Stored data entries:

============

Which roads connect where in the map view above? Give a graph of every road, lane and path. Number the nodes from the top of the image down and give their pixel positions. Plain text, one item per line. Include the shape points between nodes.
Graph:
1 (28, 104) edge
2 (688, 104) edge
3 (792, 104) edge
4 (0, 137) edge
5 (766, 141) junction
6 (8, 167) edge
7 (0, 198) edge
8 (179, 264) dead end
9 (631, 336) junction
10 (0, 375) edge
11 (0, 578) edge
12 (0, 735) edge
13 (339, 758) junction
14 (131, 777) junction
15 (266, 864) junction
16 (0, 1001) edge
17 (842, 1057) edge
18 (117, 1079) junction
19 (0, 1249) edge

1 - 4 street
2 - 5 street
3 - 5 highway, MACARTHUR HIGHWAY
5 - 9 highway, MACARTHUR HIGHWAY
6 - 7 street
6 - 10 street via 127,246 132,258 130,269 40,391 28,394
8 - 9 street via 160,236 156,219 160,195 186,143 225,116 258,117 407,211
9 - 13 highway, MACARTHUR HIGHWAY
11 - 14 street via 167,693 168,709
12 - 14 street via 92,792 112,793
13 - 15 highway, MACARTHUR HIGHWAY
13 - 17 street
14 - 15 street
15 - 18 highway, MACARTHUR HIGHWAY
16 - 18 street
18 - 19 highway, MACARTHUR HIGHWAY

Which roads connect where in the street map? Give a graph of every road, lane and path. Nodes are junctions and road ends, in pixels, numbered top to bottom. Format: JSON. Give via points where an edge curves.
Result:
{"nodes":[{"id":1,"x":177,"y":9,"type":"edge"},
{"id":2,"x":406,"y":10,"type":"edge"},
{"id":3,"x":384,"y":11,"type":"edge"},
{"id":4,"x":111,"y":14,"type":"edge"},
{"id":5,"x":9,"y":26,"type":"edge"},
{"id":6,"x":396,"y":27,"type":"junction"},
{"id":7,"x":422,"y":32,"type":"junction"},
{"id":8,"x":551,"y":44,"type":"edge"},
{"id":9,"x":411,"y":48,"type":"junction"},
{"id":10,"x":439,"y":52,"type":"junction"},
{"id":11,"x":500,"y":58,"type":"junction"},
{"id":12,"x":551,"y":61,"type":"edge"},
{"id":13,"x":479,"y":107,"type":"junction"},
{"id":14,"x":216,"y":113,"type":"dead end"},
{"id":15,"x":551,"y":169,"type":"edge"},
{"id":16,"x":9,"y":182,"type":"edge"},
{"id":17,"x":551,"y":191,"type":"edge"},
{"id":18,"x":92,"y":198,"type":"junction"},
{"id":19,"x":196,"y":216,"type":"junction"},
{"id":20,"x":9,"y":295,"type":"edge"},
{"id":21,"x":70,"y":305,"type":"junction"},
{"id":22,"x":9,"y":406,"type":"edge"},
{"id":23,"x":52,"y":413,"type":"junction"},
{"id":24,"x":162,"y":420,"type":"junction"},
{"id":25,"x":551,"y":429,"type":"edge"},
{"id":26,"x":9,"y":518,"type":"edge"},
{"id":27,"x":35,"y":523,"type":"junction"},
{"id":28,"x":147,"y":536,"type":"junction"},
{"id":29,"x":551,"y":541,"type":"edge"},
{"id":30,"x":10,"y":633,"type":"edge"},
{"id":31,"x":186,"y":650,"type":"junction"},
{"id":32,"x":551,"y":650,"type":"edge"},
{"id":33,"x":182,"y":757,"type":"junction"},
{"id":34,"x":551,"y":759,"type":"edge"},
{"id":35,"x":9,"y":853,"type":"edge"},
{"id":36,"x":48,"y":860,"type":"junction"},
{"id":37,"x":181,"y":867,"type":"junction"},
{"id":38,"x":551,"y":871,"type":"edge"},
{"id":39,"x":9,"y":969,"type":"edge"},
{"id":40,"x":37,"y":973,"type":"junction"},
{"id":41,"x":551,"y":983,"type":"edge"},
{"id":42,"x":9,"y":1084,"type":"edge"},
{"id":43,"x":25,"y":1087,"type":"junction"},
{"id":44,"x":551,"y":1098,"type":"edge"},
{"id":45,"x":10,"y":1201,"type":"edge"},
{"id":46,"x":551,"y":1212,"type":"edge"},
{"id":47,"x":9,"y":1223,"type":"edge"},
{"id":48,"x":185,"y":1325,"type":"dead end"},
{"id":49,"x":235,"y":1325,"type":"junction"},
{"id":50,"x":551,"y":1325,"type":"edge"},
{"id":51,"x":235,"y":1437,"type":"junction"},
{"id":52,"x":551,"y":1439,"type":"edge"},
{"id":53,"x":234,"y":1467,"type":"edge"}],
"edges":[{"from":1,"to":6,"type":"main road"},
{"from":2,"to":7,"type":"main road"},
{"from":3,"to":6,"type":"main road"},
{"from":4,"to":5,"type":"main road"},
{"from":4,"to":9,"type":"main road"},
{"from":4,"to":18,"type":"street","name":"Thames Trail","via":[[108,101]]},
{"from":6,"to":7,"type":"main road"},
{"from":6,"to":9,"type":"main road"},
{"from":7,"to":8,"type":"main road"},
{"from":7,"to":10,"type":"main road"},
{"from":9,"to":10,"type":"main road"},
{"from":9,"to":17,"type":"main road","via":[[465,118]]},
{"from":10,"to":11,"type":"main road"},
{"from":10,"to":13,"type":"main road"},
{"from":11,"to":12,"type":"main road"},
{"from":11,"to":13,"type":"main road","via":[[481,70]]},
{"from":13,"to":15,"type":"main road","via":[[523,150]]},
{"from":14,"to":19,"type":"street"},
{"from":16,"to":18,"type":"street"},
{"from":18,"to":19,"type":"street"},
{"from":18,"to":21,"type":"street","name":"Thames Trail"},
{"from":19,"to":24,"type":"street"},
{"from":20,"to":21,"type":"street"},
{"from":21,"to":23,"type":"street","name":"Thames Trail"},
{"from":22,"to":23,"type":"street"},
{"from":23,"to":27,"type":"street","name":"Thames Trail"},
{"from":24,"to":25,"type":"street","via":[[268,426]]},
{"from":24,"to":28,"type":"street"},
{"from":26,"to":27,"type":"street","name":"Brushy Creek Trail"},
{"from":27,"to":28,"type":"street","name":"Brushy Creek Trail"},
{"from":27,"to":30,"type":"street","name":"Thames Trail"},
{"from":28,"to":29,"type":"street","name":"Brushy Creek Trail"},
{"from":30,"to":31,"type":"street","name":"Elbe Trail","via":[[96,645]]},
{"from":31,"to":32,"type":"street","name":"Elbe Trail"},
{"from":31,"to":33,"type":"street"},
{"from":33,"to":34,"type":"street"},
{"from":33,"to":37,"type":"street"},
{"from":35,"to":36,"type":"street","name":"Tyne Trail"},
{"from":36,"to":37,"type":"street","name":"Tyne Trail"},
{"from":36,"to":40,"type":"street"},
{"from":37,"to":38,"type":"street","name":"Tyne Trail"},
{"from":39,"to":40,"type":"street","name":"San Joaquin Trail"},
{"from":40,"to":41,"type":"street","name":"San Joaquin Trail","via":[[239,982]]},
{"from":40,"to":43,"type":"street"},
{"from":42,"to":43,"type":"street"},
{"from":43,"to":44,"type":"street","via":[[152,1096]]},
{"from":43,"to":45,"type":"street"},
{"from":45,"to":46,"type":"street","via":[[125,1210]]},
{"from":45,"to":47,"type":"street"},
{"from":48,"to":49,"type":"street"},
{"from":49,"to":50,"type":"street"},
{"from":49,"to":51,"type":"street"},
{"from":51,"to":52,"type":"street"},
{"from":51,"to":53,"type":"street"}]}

============

## EXERCISE DESCRIPTION:
Examine the data above and state how many of its lines contain the word "MACARTHUR", with no further remarks.

## FINAL ANSWER:
6